**Exercise prompt**
Scan the data below. Pull out each line where "Convent" occurs.

**Extracted information**
┄┄┄┄┄┄┄┄┄┄┄┄┄┄┄┄┄┄┄┄

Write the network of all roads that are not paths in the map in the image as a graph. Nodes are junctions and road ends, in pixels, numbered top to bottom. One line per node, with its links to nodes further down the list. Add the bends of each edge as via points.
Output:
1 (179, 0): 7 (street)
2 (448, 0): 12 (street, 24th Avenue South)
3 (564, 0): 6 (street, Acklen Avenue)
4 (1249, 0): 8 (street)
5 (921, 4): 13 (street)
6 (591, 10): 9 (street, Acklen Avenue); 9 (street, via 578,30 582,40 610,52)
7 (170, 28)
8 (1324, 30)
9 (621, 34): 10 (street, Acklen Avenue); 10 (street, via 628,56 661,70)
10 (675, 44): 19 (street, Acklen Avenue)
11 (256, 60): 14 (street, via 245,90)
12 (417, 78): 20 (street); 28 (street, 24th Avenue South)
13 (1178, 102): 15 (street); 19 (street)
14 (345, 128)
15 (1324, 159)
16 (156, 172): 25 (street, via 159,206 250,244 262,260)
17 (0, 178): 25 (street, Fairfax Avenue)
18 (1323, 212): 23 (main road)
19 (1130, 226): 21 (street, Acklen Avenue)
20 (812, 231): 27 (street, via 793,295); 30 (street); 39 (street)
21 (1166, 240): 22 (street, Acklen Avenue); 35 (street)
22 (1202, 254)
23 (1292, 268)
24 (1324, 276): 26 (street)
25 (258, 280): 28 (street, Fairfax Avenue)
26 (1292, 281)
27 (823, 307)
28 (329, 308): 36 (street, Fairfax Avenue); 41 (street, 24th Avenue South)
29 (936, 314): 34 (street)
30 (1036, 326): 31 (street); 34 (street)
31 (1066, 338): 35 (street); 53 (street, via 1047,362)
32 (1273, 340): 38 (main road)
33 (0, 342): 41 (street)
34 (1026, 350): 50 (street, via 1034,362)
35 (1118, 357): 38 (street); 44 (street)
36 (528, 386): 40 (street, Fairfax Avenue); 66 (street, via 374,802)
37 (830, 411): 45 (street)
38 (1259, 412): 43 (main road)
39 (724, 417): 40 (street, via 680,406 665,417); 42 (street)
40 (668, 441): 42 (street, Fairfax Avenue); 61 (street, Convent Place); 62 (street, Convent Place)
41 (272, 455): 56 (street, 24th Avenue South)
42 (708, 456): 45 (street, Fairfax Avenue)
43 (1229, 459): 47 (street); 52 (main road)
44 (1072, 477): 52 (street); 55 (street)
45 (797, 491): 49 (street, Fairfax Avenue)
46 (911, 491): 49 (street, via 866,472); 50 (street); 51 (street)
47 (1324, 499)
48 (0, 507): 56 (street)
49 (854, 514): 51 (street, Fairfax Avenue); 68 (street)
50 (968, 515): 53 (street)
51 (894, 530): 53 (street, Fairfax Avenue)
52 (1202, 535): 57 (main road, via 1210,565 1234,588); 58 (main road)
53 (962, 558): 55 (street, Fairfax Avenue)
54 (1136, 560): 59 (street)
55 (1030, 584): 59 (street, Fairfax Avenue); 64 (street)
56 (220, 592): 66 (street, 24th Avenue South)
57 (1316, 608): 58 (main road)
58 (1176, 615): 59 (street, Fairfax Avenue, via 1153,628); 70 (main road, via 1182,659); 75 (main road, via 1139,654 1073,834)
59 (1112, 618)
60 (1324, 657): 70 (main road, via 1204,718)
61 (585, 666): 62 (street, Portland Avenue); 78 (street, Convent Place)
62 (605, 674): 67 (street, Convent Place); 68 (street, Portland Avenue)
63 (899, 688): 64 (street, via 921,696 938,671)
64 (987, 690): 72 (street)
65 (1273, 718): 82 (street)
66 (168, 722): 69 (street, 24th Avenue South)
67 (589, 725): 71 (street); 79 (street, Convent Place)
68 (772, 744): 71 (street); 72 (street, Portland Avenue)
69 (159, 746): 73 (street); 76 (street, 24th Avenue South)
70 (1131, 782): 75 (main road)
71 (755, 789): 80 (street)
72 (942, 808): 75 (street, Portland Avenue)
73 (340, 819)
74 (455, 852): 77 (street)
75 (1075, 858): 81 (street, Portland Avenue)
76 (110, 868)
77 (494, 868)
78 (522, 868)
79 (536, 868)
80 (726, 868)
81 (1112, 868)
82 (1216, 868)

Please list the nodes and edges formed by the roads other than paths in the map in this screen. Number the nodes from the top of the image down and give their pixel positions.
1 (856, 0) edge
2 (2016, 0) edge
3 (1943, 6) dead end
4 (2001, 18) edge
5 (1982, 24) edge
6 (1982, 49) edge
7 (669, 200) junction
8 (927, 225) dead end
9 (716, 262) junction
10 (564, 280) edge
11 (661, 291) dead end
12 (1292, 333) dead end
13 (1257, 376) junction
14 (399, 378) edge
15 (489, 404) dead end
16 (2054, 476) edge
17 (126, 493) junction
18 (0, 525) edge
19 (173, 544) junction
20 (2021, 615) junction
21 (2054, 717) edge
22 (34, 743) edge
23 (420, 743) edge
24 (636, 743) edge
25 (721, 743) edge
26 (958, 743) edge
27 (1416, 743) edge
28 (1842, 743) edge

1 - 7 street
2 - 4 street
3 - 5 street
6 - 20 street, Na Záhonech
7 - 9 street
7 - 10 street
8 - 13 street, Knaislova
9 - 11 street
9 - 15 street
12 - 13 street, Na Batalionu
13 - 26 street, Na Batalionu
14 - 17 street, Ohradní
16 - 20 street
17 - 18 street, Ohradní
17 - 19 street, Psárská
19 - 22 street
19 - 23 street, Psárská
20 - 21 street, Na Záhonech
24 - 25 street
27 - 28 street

┄┄┄┄┄┄┄┄┄┄┄┄┄┄┄┄┄┄┄┄

**Answer space**
40 (668, 441): 42 (street, Fairfax Avenue); 61 (street, Convent Place); 62 (street, Convent Place)
61 (585, 666): 62 (street, Portland Avenue); 78 (street, Convent Place)
62 (605, 674): 67 (street, Convent Place); 68 (street, Portland Avenue)
67 (589, 725): 71 (street); 79 (street, Convent Place)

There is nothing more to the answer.